やはり、その理由として食生活の欧米化、運動不足などが関与していると考えられます。

このような脂質異常症に関連する生体内の脂質には以下の3つの種類があります。

①LDLコレステロール(悪玉コレステロール)

②中性脂肪(トリグリセライド)

③HDLコレステロール(善玉コレステロール)

 

 

脂質異常症とは、

●LDLコレステロールもしくは中性脂肪が基準値以上に増えた場合、

または、

●HDLコレステロールが基準値未満に減った場合、

に診断されます。

 

【エゼチミブの作用機序】

生体内におけるLDLコレステロールには、肝臓で合成されるものと小腸から吸収されるものがあります。
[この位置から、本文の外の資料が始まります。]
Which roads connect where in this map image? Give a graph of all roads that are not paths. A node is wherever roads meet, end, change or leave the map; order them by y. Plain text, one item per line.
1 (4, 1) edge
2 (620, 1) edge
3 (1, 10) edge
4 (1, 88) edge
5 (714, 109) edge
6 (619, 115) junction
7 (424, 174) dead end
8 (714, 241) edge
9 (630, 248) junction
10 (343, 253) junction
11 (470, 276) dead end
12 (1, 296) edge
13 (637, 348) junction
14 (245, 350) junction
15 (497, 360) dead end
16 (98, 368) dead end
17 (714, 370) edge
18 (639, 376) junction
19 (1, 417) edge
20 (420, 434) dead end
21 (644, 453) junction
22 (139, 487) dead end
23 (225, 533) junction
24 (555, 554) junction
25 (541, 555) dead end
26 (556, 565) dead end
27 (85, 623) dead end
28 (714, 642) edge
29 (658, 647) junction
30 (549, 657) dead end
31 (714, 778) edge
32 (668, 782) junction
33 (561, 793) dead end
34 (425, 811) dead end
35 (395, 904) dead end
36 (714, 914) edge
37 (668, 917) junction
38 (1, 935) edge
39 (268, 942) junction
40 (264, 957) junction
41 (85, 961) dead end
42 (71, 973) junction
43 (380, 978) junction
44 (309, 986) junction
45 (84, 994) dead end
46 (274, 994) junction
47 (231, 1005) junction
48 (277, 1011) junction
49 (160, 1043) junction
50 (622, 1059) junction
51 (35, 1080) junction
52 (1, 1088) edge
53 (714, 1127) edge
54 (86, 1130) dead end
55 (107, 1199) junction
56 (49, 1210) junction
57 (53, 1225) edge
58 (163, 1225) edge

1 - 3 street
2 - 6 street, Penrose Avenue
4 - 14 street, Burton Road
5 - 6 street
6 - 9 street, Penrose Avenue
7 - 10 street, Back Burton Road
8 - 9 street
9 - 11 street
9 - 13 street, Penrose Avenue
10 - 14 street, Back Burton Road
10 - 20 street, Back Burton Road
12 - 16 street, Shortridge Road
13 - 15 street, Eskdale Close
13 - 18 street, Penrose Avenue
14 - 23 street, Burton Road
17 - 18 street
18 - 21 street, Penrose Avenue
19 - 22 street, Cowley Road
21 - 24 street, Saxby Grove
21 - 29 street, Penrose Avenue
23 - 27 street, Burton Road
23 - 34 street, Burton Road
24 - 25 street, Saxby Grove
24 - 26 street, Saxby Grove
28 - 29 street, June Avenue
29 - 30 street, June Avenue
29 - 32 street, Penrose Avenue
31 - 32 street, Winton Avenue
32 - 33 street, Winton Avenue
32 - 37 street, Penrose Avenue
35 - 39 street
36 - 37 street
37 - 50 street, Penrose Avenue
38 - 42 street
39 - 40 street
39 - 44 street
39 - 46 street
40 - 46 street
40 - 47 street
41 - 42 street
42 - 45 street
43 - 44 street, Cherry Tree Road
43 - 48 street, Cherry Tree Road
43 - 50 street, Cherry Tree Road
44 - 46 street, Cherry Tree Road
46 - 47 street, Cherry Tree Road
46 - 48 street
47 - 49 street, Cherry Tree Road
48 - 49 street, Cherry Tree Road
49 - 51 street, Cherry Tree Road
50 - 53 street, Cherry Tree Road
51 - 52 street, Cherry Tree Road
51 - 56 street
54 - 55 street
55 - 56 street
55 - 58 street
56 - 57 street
小腸から吸収されるLDLコレステロールには、「胆汁由来」と「食事由来」の二つが知られています。

この小腸からのLDLコレステロール吸収を担っているのが「コレステロールトランスポーター」です。

エゼチミブはコレステロールトランスポーターを選択的に阻害することで、小腸からのLDLコレステロールの吸収を阻害し、結果として血中のLDLコレステロールを減少させることができます!

 

【アトルバスタチンの作用機序】

肝臓で合成されるLDLコレステロールは、アセチル-CoAを元としてHMG-CoAが作られます。
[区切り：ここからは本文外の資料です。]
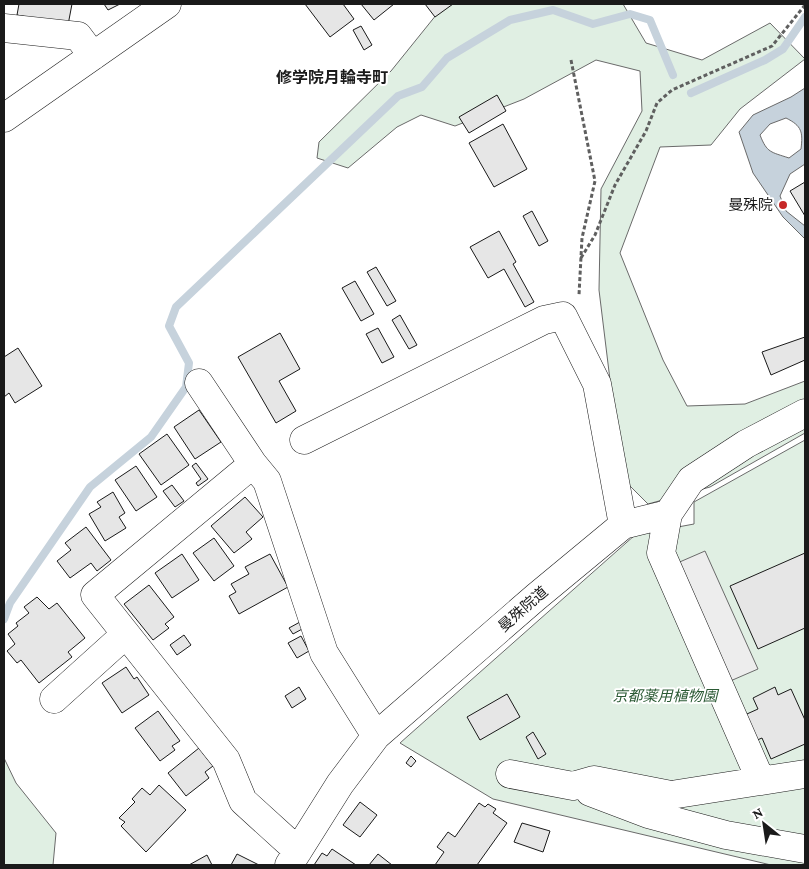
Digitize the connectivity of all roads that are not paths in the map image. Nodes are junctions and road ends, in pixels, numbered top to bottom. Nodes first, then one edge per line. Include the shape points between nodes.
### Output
1 (168, 4) edge
2 (4, 28) edge
3 (93, 56) junction
4 (4, 118) edge
5 (199, 383) dead end
6 (805, 413) edge
7 (304, 440) dead end
8 (253, 464) junction
9 (668, 514) junction
10 (623, 525) junction
11 (126, 634) junction
12 (54, 699) dead end
13 (376, 736) junction
14 (510, 774) dead end
15 (805, 774) edge
16 (761, 781) junction
17 (572, 786) junction
18 (805, 849) edge
19 (294, 858) edge

1 - 3 street
2 - 3 street via 78,36
3 - 4 street
5 - 8 street
6 - 9 street via 746,444 691,480
7 - 10 street via 544,320 563,316 598,384
8 - 11 street via 95,595
8 - 13 street via 267,482 324,653
9 - 10 street, 曼殊院道
9 - 16 street via 661,553
10 - 13 street, 曼殊院道
11 - 12 street
11 - 19 street via 226,760 243,801
13 - 19 street, 曼殊院道 via 340,784
14 - 17 street
15 - 16 street
16 - 17 street via 671,795 594,780
17 - 18 street via 648,814 726,835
このHMG-CoAは「HMG-CoA還元酵素」によってメバロン酸へと変換されます。

その後、メバロン酸がコレステロールへと変換され、血中に放出されます。

アトルバスタチンはHMG-CoA還元酵素を選択的に阻害することで、肝臓でのLDLコレステロール合成を阻害し、結果として血中のLDLコレステロールを減少させることができます☆

 

【アトーゼット配合錠の作用機序】

アトーゼット配合錠は、上記のエゼチミブとアトルバスタチンを配合した薬剤ですので、

小腸からのLDLコレステロール吸収阻害と、

肝臓でのLDLコレステロール合成阻害

といった作用機序により、血中のLDLコレステロールを減少させる薬剤です♪

 

臨床では、エゼチミブとアトルバスタチンを併用して使用している患者さんもいらっしゃるため、原則として、両剤の併用で安定している患者さんからの切り替え、アトルバスタチンで効果不十分な場合に切り替えて使用される製剤と位置付けられているようです。